February 16, 2015Save the Human Race
Although she never did before, my mother lies.
She doesn’t have dementia. She answers questions
like someone drinking white wine at a dinner party,
pretending to have read the best-seller: Of course
I went to church! There was a skirt, she says, and
a dress—the same pattern? Red. I wore one of those.
The one we tried on Friday? I ask. A silence.
She takes a breath, relieved: Yes! The secret she
doesn’t have is safe. My father has been counseled
not to argue with her, or has his hearing aid off.
I think he’s going to say North Korea is planning
to nuke Hawaii, where my sister is on vacation, but
he’s into economic inequality and arthritis instead.
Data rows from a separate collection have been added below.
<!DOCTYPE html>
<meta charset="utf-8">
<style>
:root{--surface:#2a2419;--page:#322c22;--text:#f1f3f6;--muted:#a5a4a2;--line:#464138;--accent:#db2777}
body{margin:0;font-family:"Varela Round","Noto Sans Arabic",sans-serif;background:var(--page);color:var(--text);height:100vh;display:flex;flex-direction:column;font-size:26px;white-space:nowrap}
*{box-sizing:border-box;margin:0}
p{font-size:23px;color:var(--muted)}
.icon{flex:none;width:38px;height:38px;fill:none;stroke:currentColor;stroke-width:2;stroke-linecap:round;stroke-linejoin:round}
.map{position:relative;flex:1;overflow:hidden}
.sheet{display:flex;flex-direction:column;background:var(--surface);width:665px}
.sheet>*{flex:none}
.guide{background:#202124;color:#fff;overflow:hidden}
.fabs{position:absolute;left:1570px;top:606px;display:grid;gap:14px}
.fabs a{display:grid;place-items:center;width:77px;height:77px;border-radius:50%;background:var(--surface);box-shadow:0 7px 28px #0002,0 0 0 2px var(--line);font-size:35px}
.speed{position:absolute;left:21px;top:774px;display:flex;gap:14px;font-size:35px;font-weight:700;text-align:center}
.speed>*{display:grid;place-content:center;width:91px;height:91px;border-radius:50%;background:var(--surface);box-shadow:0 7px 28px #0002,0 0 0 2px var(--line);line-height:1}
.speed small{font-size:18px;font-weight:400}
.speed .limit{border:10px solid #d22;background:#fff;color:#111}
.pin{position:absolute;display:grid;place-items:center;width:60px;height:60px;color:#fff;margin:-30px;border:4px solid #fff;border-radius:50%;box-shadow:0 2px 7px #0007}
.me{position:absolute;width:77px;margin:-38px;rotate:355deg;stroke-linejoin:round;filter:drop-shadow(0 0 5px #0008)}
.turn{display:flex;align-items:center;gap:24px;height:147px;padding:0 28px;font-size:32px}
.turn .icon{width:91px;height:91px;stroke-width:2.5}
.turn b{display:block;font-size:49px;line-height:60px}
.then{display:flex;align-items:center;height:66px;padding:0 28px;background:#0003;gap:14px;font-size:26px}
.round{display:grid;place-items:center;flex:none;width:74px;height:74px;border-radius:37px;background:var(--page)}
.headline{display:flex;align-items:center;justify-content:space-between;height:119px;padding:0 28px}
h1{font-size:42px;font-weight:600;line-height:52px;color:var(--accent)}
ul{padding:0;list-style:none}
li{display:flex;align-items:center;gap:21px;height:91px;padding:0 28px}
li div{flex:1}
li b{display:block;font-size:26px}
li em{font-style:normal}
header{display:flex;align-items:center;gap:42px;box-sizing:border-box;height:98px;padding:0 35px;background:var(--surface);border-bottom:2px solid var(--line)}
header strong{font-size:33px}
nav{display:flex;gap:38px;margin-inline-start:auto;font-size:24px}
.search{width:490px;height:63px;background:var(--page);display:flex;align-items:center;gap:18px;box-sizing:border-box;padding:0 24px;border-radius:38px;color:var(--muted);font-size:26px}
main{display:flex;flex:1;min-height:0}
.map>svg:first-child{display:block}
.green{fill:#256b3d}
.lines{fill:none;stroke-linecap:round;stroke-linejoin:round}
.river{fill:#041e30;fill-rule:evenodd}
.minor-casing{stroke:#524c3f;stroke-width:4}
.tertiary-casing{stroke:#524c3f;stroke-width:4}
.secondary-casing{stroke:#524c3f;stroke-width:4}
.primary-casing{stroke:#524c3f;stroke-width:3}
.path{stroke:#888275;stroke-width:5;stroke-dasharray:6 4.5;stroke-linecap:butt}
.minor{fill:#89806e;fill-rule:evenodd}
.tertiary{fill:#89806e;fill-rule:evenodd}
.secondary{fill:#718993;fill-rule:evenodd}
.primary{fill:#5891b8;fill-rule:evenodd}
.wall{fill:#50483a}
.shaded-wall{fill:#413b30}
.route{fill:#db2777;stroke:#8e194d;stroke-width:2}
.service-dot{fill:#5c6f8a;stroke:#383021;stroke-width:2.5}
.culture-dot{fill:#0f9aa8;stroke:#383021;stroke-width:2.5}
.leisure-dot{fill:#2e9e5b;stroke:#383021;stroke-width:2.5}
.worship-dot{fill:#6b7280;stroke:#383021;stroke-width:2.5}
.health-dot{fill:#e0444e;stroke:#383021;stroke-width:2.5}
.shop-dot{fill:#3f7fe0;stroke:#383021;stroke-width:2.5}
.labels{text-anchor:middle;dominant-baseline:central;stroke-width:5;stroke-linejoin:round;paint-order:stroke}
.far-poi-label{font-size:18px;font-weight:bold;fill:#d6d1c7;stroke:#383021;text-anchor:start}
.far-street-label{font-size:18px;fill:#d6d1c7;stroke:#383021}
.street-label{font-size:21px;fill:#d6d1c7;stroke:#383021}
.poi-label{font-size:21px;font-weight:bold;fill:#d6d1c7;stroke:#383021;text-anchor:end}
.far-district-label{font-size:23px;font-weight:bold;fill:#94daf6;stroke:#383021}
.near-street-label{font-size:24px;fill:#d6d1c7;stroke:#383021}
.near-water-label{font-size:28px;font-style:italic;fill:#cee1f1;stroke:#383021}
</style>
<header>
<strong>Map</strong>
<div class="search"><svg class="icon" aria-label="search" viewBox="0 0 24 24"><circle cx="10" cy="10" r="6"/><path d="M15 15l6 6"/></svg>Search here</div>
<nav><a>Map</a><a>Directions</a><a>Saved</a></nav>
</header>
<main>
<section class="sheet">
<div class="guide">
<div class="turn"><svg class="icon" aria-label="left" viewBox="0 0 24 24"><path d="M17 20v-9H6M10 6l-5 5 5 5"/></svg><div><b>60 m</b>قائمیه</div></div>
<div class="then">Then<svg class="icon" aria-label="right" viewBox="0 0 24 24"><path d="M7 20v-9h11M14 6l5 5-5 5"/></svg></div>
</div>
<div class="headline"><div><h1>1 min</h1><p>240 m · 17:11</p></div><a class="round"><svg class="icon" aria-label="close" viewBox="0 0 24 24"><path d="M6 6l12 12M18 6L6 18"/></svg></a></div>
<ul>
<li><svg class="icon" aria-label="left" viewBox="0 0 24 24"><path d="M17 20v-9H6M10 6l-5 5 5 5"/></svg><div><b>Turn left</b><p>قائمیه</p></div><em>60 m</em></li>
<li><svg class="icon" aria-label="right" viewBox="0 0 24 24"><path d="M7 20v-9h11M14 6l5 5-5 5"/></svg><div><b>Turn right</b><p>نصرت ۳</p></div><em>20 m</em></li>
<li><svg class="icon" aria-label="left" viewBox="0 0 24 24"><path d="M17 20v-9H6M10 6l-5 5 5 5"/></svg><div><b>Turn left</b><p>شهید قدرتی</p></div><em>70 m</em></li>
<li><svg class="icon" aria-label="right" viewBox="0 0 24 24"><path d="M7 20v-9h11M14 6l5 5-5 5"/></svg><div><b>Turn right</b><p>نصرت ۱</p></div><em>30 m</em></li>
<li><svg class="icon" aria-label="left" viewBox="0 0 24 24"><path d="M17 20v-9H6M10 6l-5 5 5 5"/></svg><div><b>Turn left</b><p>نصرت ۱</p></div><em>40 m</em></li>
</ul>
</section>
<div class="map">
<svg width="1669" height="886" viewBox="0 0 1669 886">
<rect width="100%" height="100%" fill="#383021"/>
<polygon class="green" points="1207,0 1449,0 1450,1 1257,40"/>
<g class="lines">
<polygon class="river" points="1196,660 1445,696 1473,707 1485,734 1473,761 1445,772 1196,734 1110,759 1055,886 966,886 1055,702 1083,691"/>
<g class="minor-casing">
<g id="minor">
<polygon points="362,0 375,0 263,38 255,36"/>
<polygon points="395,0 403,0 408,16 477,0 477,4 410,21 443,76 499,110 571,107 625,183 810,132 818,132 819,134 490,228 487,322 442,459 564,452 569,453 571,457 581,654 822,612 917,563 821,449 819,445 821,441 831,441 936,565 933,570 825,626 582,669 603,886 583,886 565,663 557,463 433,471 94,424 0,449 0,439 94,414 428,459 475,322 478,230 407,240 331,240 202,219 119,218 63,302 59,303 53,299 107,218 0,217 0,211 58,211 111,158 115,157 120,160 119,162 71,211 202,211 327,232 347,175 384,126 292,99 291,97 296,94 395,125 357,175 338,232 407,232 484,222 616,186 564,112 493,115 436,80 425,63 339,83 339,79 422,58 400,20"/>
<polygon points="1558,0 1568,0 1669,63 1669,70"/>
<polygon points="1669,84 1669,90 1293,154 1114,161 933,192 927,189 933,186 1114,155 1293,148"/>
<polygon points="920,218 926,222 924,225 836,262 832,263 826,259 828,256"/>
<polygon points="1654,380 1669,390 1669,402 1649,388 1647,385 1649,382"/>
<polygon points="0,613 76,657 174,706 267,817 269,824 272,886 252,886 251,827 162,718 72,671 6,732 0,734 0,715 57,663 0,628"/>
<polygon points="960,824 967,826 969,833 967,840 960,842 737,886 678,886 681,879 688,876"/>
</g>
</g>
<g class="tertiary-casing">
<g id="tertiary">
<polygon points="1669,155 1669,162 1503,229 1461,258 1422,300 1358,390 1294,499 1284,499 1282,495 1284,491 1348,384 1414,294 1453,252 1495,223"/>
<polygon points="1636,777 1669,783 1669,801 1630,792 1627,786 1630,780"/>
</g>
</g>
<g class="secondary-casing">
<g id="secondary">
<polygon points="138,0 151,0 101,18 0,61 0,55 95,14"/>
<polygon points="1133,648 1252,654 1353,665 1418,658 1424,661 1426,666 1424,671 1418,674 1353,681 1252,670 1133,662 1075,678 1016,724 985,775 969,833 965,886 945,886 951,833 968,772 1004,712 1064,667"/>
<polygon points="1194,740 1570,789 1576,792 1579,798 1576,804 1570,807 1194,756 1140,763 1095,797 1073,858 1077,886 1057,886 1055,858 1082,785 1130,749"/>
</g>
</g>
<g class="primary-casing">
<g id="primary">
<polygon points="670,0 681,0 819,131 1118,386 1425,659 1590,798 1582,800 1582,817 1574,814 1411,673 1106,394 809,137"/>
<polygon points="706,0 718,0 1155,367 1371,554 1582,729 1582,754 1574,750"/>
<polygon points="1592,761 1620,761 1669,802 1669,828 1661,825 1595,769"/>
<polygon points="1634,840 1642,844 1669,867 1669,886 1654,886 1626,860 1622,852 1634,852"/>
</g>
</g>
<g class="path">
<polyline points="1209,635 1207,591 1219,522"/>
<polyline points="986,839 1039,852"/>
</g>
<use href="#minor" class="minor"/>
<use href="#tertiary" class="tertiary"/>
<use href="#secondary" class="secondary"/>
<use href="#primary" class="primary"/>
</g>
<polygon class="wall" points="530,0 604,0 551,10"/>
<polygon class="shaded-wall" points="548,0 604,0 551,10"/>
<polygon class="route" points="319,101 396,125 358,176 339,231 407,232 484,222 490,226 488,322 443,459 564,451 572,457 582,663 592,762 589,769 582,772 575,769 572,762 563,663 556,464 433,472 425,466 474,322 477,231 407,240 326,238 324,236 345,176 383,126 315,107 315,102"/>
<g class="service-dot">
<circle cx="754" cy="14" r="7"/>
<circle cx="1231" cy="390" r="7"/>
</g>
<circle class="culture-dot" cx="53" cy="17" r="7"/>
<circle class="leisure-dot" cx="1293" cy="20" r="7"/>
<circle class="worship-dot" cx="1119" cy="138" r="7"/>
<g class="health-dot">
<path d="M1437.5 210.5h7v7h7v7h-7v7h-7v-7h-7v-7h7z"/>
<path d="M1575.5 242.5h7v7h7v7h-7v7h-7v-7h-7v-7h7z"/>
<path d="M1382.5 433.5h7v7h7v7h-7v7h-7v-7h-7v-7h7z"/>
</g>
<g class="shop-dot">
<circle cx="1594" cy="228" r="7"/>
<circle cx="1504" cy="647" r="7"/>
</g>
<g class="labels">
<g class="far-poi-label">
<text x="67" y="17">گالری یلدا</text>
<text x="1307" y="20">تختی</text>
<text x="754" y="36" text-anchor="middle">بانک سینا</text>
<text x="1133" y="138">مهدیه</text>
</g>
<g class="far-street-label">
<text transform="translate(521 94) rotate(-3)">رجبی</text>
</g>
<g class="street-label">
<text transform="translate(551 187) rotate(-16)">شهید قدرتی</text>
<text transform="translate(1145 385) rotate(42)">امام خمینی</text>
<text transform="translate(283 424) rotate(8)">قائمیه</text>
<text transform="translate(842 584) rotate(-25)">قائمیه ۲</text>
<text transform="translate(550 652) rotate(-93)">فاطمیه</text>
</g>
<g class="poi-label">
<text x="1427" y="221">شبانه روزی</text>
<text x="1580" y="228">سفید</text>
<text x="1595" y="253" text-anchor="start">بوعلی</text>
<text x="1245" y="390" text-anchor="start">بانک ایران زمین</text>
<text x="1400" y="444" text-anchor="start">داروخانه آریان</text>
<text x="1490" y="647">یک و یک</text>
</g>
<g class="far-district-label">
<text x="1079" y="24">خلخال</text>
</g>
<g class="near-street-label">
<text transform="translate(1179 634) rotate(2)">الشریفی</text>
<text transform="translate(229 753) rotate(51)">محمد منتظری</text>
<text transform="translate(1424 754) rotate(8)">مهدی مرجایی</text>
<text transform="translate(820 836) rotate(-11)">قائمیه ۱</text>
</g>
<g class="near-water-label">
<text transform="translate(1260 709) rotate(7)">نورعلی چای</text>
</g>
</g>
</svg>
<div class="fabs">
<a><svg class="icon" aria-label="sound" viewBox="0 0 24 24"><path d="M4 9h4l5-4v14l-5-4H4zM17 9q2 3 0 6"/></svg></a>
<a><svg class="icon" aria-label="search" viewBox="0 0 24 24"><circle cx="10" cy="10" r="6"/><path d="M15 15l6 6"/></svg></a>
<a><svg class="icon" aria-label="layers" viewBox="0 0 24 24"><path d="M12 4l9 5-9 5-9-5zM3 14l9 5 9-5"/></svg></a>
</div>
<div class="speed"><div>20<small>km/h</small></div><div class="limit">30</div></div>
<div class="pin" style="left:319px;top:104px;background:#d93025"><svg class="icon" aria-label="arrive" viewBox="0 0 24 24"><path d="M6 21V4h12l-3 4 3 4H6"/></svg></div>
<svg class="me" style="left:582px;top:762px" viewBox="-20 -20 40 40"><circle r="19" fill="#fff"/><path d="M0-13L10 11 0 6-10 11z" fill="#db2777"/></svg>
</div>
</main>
At least I don’t have to explain why I believe this is not
the worst time civilization has ever known, remind
him to take his pain-killers, cite the Civil War or
the Black Death. He’s in a good mood. He tells me
about the diversionary mission he never flew with
his Air Force unit, the medical discharge just in time.
I feign surprise; he’s shared this secret with my sister,
not me. So now we both know, I type into the email.
Dad wouldn’t have been one of the few survivors.
I think about not being anything at all, a missed beat,
a bright white screen with nothing on it. I hit send.
Outside, little brown and grey birds peck at the feeder.
A young hawk, mumbling his hunger, misses them
and takes off. And a jet in the cloudless sky is a silver
brooch on a white ribbon, up so high I can’t even hear it.